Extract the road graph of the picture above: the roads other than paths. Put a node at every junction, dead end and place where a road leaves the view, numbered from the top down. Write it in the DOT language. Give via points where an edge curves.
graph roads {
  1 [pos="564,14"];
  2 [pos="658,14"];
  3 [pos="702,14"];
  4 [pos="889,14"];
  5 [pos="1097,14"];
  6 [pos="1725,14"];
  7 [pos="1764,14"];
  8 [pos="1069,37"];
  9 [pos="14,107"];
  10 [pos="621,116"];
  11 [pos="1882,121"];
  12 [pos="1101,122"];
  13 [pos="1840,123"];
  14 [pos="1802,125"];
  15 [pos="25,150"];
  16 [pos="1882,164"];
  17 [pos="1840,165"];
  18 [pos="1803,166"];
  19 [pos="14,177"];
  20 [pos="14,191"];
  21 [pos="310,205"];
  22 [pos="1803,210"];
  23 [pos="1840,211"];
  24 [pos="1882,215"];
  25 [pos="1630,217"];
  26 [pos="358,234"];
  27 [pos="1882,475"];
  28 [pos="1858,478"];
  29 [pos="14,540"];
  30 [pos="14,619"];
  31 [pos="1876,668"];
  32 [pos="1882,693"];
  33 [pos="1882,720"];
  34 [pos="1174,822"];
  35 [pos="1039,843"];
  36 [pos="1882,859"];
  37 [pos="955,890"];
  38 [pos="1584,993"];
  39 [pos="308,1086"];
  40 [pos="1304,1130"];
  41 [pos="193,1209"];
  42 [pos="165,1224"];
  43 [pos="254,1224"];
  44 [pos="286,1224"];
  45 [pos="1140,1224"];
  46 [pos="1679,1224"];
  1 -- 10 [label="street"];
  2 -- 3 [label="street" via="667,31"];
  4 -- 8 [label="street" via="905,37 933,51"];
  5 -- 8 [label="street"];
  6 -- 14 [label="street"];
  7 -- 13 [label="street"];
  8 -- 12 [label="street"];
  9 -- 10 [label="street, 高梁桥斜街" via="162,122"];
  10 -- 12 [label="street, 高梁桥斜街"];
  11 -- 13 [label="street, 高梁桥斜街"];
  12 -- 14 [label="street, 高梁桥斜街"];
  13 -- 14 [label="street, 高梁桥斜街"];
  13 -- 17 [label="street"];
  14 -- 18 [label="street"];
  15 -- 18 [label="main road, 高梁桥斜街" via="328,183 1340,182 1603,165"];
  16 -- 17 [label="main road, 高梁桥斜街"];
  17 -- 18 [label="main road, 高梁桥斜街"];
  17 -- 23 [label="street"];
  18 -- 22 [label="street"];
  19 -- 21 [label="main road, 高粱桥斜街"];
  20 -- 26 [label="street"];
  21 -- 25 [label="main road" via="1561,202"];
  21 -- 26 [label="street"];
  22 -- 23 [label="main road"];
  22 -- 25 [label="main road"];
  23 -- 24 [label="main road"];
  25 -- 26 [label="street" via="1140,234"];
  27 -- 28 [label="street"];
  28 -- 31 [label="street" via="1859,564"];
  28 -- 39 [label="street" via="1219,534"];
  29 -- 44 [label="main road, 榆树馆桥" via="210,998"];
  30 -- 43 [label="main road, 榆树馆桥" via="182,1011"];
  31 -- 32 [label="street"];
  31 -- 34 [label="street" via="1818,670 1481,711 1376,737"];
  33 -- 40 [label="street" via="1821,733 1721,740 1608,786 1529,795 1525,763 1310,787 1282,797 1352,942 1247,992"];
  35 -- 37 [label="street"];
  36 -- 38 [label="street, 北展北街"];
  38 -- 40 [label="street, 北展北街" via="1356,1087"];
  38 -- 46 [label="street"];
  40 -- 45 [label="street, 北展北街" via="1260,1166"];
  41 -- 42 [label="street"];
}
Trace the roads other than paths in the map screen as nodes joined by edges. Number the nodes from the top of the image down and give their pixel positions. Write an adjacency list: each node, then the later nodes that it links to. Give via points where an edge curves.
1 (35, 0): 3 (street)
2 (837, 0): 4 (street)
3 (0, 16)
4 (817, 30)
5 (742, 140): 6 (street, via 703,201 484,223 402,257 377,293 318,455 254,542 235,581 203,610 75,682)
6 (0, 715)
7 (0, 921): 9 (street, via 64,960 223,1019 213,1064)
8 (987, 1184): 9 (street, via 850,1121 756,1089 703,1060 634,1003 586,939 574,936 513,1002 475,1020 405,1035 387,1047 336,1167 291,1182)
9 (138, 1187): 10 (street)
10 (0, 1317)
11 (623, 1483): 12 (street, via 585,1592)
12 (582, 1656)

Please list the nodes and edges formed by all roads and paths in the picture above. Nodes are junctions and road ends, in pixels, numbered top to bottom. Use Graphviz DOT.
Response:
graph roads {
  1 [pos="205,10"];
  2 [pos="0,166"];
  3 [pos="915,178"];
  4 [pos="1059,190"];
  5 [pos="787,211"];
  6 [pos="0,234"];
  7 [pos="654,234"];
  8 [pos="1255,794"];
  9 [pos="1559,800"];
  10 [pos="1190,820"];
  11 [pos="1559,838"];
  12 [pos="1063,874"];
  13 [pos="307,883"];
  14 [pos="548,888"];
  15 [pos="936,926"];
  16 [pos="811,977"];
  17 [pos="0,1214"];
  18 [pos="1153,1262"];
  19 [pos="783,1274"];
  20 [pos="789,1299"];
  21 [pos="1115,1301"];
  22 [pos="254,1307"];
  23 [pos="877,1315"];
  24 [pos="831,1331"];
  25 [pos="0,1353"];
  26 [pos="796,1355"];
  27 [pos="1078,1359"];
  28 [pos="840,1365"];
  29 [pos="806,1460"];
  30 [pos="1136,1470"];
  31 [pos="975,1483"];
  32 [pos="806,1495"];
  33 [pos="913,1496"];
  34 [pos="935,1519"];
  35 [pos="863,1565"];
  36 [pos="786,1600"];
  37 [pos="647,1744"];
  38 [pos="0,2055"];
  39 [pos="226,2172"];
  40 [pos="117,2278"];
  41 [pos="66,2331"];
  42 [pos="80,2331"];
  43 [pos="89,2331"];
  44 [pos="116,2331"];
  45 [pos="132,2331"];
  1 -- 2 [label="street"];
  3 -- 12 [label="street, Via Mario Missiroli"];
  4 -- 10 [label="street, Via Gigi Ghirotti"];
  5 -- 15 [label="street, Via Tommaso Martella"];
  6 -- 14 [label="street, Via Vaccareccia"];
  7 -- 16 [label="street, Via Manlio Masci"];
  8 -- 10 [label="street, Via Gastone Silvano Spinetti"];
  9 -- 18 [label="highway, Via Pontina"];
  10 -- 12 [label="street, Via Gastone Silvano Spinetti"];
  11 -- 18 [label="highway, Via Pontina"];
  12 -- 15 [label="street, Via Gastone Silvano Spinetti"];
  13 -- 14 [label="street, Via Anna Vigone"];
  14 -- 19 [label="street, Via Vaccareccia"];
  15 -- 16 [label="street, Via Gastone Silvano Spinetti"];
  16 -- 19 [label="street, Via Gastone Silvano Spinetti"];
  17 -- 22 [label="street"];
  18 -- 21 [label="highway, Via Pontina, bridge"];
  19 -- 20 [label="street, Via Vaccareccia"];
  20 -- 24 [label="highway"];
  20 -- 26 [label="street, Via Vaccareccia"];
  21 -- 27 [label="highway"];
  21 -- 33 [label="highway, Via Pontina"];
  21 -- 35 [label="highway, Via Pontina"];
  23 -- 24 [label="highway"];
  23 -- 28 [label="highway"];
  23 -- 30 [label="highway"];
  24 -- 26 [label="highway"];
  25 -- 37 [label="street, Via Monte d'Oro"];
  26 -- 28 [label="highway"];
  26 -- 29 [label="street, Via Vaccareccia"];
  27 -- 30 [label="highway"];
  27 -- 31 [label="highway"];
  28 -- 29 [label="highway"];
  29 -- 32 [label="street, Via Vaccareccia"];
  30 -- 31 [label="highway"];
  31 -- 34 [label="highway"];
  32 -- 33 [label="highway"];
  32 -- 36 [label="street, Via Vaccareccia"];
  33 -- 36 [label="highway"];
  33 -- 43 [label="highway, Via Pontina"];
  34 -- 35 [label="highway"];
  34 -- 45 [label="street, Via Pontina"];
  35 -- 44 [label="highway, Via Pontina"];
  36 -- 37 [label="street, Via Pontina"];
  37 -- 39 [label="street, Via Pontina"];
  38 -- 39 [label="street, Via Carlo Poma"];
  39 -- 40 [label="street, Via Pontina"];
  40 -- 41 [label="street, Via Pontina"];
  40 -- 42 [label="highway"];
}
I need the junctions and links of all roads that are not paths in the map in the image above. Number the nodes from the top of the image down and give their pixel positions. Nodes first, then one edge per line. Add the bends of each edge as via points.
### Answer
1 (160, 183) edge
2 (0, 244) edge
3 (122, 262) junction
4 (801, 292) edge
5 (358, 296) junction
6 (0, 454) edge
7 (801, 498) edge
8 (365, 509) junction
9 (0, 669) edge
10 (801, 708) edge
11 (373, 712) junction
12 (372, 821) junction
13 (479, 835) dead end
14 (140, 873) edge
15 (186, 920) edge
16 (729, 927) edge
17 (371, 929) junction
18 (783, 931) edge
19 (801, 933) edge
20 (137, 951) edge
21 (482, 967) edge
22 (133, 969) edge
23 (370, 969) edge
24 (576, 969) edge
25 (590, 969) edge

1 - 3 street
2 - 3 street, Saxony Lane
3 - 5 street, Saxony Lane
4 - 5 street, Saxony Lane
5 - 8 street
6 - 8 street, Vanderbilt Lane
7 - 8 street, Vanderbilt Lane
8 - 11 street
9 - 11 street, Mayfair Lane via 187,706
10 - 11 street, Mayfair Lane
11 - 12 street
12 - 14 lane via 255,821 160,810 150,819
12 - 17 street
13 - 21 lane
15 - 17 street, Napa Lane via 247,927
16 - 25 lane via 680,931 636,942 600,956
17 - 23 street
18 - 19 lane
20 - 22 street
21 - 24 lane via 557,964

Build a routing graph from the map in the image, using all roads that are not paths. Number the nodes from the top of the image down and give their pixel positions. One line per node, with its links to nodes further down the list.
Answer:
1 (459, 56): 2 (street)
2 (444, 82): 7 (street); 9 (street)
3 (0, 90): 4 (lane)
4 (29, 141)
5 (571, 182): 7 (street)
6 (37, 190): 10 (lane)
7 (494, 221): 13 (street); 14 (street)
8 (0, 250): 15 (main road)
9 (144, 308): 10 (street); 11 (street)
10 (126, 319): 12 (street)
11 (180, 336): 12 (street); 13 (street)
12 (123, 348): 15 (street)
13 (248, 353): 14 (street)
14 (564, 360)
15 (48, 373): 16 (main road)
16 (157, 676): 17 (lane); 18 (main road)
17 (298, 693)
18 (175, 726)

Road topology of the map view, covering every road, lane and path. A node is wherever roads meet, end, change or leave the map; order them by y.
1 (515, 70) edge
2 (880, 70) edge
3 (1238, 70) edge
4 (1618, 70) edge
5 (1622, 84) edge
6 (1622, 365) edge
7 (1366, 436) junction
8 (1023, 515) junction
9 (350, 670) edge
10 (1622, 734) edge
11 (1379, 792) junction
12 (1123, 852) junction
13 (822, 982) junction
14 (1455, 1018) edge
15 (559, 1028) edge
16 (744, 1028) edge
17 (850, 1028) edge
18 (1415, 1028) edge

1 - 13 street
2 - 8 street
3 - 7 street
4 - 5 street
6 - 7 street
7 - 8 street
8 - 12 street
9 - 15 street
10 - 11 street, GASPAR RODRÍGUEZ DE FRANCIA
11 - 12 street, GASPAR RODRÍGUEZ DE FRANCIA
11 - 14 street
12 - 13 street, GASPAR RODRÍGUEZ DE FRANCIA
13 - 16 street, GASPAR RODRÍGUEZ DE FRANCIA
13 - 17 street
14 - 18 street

________

### EXERCISE OBJECTIVE
All lines in the entries above that hold the word "Gastone" need to be copied.

### RESPONSE AREA
  8 -- 10 [label="street, Via Gastone Silvano Spinetti"];
  10 -- 12 [label="street, Via Gastone Silvano Spinetti"];
  12 -- 15 [label="street, Via Gastone Silvano Spinetti"];
  15 -- 16 [label="street, Via Gastone Silvano Spinetti"];
  16 -- 19 [label="street, Via Gastone Silvano Spinetti"];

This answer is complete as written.